Outside the Kiriloff left field hole to start the season that is exactly what the Twins had. A projected defensive powerhouse left sided infield with masters in those positions. Same with centrefield and right field. Sano who is pretty good at first, Garver and Jeffers as good catchers. I'm sure you are talking about Astudillo who is lovely to have on the bench to cover injuries but shouldn't be starting in the field or relied on to hit. Arraez is serviceable alongside Polanco defensively. Then Cave who fits the role of the 4th outfielder on a team with a strong DH- There for cheapness, defense and flexibility but again isn't an everyday starter. 

Then in the bullpen on paper you have 3 closers- Rogers and Robles projected to return to 2019 form, and then Colome who WAS a shutdown guy last season, looked a bargain at half the 2020 price and should have suited the defensive infield. Building the roster you are balancing cost with upside and expected performance. Colome even with some regression built in looked good, you can't predict his cutter stopping working based on available data. High leverage situations aren't always the 9th so its good to have flexibility rather than one superstar you are scared to waste or gas. 

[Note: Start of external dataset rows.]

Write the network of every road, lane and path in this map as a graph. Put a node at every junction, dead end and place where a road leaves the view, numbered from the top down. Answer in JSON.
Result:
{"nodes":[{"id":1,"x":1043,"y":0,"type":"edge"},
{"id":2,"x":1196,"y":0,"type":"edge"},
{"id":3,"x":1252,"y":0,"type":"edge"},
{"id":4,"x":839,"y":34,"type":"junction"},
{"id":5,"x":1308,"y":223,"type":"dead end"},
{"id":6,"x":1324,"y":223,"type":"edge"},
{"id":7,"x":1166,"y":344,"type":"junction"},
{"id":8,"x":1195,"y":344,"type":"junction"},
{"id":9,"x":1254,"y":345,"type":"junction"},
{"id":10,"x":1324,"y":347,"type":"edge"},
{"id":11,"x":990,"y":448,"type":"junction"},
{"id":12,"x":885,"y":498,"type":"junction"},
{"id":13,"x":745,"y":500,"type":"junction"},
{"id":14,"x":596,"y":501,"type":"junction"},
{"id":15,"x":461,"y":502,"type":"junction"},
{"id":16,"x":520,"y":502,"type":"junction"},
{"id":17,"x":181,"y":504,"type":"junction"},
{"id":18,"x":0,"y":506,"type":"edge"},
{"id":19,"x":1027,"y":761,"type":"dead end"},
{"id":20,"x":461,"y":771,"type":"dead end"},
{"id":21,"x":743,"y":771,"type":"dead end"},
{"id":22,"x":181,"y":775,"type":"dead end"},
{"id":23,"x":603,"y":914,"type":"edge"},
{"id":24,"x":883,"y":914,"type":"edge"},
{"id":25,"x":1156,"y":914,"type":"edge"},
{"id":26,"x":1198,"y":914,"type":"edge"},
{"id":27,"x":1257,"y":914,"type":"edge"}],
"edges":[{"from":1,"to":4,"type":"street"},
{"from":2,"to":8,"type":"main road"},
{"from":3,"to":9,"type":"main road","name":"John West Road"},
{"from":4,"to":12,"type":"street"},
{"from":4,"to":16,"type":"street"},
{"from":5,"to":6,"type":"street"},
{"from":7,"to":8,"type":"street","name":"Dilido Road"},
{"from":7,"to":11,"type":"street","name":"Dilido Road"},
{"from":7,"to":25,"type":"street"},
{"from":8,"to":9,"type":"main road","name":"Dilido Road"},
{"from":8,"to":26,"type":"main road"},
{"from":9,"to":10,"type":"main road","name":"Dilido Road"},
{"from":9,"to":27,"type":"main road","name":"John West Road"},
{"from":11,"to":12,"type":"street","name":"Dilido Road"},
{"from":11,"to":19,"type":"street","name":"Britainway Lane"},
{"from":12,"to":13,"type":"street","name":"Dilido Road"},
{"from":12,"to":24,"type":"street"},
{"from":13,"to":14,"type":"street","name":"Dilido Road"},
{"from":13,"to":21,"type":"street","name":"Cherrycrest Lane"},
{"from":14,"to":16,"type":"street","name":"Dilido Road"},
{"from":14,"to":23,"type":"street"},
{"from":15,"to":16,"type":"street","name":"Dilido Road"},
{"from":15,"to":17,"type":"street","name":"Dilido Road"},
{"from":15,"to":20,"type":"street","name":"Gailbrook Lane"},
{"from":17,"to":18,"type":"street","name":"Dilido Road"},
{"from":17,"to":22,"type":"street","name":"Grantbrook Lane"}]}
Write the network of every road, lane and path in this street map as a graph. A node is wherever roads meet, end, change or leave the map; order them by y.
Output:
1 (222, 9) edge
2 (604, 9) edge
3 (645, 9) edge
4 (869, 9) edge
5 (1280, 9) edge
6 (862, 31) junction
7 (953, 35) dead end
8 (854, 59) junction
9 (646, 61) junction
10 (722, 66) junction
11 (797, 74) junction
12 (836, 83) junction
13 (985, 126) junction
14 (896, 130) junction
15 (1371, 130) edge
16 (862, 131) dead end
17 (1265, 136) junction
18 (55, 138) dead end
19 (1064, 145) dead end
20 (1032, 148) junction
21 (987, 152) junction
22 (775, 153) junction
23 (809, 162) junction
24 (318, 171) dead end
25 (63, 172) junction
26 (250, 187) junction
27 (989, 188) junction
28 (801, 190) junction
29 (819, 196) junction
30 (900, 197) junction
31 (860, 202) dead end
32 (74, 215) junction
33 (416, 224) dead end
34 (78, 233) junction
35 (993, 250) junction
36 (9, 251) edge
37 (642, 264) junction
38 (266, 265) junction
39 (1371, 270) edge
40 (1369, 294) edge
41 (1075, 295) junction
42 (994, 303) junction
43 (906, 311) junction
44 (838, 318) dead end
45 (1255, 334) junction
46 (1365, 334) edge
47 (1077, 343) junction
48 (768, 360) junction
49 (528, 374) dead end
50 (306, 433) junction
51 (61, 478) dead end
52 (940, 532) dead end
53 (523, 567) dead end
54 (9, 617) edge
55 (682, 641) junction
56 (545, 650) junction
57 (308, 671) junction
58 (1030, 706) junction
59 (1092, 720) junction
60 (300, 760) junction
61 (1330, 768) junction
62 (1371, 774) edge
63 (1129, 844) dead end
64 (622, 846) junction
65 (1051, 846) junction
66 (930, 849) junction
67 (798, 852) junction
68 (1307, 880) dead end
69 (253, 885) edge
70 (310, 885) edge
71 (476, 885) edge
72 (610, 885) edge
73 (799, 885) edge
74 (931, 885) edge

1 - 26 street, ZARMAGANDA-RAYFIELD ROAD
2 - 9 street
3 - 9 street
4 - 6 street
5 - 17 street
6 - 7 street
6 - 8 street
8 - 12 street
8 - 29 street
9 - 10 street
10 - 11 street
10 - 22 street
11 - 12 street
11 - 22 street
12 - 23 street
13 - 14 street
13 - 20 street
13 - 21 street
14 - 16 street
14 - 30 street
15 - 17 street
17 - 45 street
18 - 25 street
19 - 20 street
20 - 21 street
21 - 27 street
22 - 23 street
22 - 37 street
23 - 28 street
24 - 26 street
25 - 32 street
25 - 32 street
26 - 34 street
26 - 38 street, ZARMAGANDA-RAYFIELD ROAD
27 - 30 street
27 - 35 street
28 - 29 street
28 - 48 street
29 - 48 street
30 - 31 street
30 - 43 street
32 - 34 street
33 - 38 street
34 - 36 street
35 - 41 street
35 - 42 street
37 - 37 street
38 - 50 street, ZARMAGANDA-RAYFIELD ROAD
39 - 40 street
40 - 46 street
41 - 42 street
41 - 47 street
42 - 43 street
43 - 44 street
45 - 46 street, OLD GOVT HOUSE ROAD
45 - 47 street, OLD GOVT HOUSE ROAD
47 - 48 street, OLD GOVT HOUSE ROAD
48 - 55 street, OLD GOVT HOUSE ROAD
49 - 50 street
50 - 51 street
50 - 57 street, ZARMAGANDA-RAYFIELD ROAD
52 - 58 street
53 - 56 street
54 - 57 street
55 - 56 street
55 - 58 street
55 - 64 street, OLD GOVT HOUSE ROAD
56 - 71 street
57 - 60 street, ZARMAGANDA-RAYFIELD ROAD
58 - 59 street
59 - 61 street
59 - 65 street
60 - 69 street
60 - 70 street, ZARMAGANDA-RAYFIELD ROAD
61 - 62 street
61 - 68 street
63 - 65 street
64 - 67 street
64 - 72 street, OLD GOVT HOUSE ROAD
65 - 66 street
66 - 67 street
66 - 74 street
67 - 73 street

Coming into spring the Twins had Speed (Buxton, Cave Polanco), Defense (Donaldson, Simmons, Buxton), Reliable hitting/Patient hitting (Cruz, Donaldson) plus strikeout guys like Robles in the bullpen. 

 

In terms of the players called up for depth Refsynder, Gordon, Larnach have all done well. Bullpen depth perhaps not but a lot of the guys were projects that maybe didn't get the time before being pressed into service. Even with starters there were 7/8 guys set to go opening day. I'm not sure with the budget *And Knowledge* available that there could have been much else done on roster construction. My view is early bad form, surprises and injuries got the Twins behind where the pressure mounted and the fundamentals fell apart. E.g. the infield Errors have been too high but I'm not sure how that could be predicted preseason. 

I would so agree that it actually did look like a competitive and servicable roster. And spring training was NOT horrible. So, what the devil happened! Talk about imploding!